2,6-Lutidine
- Names: Preferred IUPAC name 2,6-Dimethylpyridine

Identifiers
- CAS Number: 108-48-5;
- 3D model (JSmol): Interactive image;
- Beilstein Reference: 105690
- ChEBI: CHEBI:32548;
- ChemSpider: 13842613;
- ECHA InfoCard: 100.003.262
- EC Number: 203-587-3;
- Gmelin Reference: 2863
- PubChem CID: 7937;
- UNII: 15FQ5D0T3P;
- UN number: 2734
- CompTox Dashboard (EPA): DTXSID7051557 ;

Properties
- Chemical formula: C_{7}H_{9}N
- Molar mass: 107.153 g/mol
- Appearance: colorless oily liquid
- Density: 0.9252
- Melting point: −5.8 °C (21.6 °F; 267.3 K)
- Boiling point: 144 °C (291 °F; 417 K)
- Solubility in water: 27.2% at 45.3 °C
- Acidity (pK_{a}): 6.72
- Magnetic susceptibility (χ): −71.72×10^{−6} cm^{3}/mol

Hazards
- NFPA 704 (fire diamond): 2 3 0

= 2,6-Lutidine =

2,6-Lutidine is a natural heterocyclic aromatic organic compound with the formula (CH_{3})_{2}C_{5}H_{3}N. It is one of several dimethyl-substituted derivative of pyridine, all of which are referred to as lutidines. It is a colorless liquid with mildly basic properties and a pungent, noxious odor.

==Occurrence and production==
It was first isolated from the basic fraction of coal tar and from bone oil.

A laboratory route involves condensation of ethyl acetoacetate, formaldehyde, and an ammonia source to give a bis(carboxy ester) of a 2,6-dimethyl-1,4-dihydropyridine, which, after hydrolysis, undergoes decarboxylation.

It is produced industrially by the reaction of formaldehyde, acetone, and ammonia.

==Uses==
2,6-Lutidine has been evaluated for use as a food additive owing to its nutty aroma when present in solution at very low concentrations.

Due to the steric effects of the two methyl groups, 2,6-lutidine is less nucleophilic than pyridine. Protonation of lutidine gives lutidinium, [(CH_{3})_{2}C_{5}H_{3}NH]^{+}, salts of which are sometimes used as a weak acid because the conjugate base (2,6-lutidine) is so weakly coordinating. In a similar implementation, 2,6-lutidine is thus sometimes used in organic synthesis as a sterically hindered mild base.
One of the most common uses for 2,6-lutidine is as a non-nucleophilic base in organic synthesis. It takes part in the formation of silyl ethers as shown in multiple studies.
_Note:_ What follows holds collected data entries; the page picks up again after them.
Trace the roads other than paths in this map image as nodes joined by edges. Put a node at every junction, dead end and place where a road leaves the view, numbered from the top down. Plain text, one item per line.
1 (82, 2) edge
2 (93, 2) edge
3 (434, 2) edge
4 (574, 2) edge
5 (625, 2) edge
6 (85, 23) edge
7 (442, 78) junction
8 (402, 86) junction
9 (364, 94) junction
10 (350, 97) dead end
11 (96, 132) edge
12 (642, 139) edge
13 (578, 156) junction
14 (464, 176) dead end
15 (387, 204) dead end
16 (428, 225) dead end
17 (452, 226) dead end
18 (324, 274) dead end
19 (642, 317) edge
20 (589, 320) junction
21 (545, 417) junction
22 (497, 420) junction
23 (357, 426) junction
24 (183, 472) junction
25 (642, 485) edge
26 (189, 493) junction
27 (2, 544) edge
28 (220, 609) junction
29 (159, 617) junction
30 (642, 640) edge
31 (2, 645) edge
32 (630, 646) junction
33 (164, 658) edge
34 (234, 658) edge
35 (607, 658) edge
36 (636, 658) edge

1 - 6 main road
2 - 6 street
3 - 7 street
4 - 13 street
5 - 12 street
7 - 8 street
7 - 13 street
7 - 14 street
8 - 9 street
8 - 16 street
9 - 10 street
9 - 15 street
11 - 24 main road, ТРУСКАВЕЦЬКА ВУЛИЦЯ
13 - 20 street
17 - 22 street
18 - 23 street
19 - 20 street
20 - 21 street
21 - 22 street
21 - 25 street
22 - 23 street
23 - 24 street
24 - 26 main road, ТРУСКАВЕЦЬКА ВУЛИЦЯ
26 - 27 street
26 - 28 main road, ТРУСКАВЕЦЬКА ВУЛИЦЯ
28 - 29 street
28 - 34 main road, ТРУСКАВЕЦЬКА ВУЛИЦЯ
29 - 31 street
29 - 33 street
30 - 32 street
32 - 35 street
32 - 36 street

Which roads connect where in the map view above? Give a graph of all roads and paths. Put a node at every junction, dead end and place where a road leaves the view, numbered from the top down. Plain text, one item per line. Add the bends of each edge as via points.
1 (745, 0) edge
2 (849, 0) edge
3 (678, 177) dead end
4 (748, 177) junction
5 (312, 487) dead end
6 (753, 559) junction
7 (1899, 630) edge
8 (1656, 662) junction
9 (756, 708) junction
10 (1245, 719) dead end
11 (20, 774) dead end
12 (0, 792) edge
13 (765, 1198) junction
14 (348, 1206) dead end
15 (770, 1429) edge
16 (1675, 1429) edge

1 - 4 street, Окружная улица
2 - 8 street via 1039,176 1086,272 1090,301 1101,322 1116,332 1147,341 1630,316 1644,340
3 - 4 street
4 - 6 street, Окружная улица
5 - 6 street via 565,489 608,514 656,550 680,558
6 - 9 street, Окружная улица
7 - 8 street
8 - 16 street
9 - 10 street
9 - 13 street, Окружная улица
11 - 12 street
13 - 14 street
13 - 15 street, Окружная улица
Oxidation of 2,6-lutidine with air gives 2,6-diformylpyridine:
C_{5}H_{3}N(CH_{3})_{2} + 2 O_{2} → C_{5}H_{3}N(CHO)_{2} + 2 H_{2}O

2,6-Lutidine also finds application in the synthesis of Nifurpirinol [13411-16-0].

== Biodegradation ==
The biodegradation of pyridines proceeds via multiple pathways. Although pyridine is an excellent source of carbon, nitrogen, and energy for certain microorganisms, methylation significantly retards degradation of the pyridine ring. In soil, 2,6-lutidine is significantly more resistant to microbiological degradation than any of the picoline isomers or 2,4-lutidine. Estimated time for complete degradation was over 30 days.

== See also ==
- 3,5-Lutidine
- 2,4-Lutidine
- 2,6-Dimethylpiperidine
- 2,4,6-Trimethylpyridine (collidine)

==Toxicity==
Like most alkylpyridines, the LD_{50} of 2,6-dimethylpyridine is modest, being 400 mg/kg (oral, rat).